The phone rings, but it's not his daughter, it's Hattie. She asks him if he's heard from Chloe. "I'm waiting for her call right now, so I really have to get off!" he tells her, abruptly ending the call.
She sounded hurt. He was sorry about that, but not sorry that he had gotten rid of her for the time being. He knew she was only trying to help and be kind, but she hadn't been listening. She was alone and afraid just like he was, and no doubt by now she had found out about her family. Oh, no! He hadn't even asked about them! She would hate him, and why shouldn't she? How selfish could I be? he wondered.
Mark down the page number. Page 147. Rayford Steele acquires his first faint glimmer of self-knowledge. After more than a hundred pages of treating others' suffering as an obstacle and inconvenience, he begins to suspect that perhaps he is capable of selfishness. Sure, his main concern seems to be that Hattie doesn't hate him, so he's still thinking mainly of himself, just as his main concern over his daughter is that she return home to "assuage his grief and pain." But still, it's something.
Rayford tries to call her back, but her line is busy. She's already on the phone with Buck Williams:
She was crying. … She told Buck about her call to Captain Steele and brought him up to date on who Steele was, that he had lost his wife and son, and that she had been late calling him back after hearing her good news from Buck. "And then he just brushed me off because he's waiting for a call from his daughter."
"I can understand that," Buck tried, rolling his eyes.
Buck gets off the phone as quickly as he can, thinking, "Maybe Hattie showed more depth and sense when she wasn't under stress. He hoped so."
That's an odd little passage and it makes Buck seem like even more of a jerk. Yet it seems the authors want us to agree with Buck — to view Hattie as shallow and lacking sense for getting emotional during the most devastating calamity in the history of the world. The authors also seem, like Buck, to regard Hattie's response as essentially female. This is what women are like in a crisis, they seem to be saying. They cry and get all needy and become a burden to the menfolk. It's a kind of naked sexism unmitigated even by notions of chivalry.

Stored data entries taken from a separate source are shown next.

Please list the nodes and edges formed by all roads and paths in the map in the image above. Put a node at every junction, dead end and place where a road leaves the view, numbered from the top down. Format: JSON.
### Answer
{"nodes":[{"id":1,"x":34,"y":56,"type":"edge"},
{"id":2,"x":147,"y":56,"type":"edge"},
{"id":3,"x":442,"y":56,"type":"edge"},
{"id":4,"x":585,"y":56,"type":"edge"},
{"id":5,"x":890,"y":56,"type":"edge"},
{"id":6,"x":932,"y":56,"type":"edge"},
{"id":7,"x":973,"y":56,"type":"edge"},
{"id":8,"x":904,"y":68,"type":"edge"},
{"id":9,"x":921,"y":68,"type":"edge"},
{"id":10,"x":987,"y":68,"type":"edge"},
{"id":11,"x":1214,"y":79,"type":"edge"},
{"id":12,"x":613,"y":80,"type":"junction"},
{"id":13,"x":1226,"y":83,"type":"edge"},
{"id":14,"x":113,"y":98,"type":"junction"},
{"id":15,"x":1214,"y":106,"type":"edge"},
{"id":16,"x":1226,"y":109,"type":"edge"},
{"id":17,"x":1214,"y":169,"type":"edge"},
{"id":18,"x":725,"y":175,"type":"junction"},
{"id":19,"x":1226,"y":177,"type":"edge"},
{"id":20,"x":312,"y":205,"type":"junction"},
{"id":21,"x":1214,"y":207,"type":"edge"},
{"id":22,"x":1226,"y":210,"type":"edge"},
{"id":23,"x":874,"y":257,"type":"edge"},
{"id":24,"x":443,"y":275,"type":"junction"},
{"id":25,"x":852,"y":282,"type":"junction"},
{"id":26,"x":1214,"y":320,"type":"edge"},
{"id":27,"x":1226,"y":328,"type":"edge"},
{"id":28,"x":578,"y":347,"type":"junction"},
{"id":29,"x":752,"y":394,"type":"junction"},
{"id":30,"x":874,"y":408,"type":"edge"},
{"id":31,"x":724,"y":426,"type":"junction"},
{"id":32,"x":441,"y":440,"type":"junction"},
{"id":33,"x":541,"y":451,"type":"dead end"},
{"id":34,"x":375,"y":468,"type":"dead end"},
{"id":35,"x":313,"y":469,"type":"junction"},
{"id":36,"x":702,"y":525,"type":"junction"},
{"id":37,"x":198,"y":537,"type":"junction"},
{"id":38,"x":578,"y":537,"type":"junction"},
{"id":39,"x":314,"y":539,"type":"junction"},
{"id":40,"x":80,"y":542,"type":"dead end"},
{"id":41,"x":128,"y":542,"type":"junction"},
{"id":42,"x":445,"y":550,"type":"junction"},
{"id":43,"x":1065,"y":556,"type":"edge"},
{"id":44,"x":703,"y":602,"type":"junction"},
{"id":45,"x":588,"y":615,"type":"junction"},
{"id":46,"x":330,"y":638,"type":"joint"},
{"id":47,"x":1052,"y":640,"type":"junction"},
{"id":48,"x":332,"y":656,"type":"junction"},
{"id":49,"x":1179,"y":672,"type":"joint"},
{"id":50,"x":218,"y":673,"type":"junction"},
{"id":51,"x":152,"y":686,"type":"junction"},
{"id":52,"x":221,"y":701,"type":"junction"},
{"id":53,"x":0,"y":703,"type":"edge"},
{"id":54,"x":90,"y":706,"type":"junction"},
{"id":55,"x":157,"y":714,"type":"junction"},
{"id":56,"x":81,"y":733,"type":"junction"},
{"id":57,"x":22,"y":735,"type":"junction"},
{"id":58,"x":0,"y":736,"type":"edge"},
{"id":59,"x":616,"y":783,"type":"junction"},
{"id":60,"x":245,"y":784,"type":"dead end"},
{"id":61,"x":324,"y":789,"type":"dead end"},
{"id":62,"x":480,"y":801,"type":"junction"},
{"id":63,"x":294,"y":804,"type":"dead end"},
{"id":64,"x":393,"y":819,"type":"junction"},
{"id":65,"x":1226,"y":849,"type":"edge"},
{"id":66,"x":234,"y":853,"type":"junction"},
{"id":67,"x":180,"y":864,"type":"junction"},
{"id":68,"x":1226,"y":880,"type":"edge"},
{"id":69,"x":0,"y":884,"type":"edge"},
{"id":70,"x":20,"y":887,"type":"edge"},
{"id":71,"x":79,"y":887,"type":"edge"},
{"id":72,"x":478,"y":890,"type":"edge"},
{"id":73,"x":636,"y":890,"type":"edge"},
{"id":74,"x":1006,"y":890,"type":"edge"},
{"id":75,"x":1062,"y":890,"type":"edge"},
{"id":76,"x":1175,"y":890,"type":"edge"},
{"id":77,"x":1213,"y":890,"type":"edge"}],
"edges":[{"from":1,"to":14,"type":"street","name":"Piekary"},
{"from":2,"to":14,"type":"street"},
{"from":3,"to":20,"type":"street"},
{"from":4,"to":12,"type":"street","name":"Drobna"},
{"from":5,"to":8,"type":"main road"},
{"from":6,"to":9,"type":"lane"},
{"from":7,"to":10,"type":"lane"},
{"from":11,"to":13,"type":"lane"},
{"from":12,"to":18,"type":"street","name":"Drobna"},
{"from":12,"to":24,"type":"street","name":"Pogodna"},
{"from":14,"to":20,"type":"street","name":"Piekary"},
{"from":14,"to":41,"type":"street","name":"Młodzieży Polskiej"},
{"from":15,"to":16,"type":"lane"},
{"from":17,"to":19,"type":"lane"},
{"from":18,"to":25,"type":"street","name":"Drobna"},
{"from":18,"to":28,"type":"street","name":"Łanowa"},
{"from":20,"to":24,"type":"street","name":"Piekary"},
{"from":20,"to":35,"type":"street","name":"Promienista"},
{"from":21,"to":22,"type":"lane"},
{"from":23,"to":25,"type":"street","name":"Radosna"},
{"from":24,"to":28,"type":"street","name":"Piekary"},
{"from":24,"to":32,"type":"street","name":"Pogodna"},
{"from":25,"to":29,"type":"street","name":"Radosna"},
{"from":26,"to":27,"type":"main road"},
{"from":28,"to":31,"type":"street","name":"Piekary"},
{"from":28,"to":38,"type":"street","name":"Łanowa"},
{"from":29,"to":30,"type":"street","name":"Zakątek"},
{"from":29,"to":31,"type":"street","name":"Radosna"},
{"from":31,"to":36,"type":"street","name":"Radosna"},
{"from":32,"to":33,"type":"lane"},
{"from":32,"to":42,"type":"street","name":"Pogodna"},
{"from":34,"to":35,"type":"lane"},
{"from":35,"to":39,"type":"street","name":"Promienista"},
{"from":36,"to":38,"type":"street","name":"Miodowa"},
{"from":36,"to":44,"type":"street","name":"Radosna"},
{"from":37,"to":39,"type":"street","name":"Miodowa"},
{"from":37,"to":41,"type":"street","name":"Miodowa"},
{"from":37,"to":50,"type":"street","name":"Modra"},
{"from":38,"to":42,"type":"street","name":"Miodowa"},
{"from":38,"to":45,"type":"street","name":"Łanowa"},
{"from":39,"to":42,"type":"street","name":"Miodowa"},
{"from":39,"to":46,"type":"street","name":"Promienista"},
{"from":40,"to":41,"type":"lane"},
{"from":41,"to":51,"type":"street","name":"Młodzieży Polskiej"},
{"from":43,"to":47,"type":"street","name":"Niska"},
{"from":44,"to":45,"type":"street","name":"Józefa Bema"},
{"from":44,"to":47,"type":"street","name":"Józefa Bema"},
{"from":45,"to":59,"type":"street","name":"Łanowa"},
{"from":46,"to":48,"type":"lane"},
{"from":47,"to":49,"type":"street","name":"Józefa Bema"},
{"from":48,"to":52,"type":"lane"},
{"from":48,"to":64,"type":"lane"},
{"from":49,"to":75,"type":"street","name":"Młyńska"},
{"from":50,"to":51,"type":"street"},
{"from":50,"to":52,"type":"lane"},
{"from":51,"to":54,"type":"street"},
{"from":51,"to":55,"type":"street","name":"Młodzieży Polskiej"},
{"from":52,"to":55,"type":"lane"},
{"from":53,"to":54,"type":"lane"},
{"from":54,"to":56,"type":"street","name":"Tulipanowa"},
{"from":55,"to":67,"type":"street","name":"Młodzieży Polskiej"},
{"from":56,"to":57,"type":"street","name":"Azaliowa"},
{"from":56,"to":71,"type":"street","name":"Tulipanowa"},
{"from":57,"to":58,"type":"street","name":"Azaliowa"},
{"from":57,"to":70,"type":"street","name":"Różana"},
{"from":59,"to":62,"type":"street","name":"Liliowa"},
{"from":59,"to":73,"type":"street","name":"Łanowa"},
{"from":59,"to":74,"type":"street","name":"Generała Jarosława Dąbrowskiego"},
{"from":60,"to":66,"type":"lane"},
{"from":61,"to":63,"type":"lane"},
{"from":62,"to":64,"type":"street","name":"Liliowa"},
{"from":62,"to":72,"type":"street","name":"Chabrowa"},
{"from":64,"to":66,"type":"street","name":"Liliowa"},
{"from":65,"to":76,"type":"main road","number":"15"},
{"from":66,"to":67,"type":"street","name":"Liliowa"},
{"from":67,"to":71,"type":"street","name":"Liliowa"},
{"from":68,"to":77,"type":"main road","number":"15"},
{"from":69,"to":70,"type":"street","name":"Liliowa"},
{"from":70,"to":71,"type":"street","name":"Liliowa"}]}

After Buck's chilly politeness, Hattie calls Rayford again for a final serving of condescension. This time he dutifully asks about her family. He doesn't really care, but he doesn't want to appear selfish. Rayford is back to keeping up appearances. So much for the darkest hours of his soul.
When he hung up, Rayford sat next to the phone with a nagging feeling that he had for sure missed Chloe's call this time. It made him mad.
See what pretending to be unselfish gets you? That clinging bitch kept him from talking to his daughter by tying up the phone lines. I don't know why the phone-obsessed Steele family doesn't have call-waiting, but it's probably, like everything bad in Rayford's life, some woman's fault.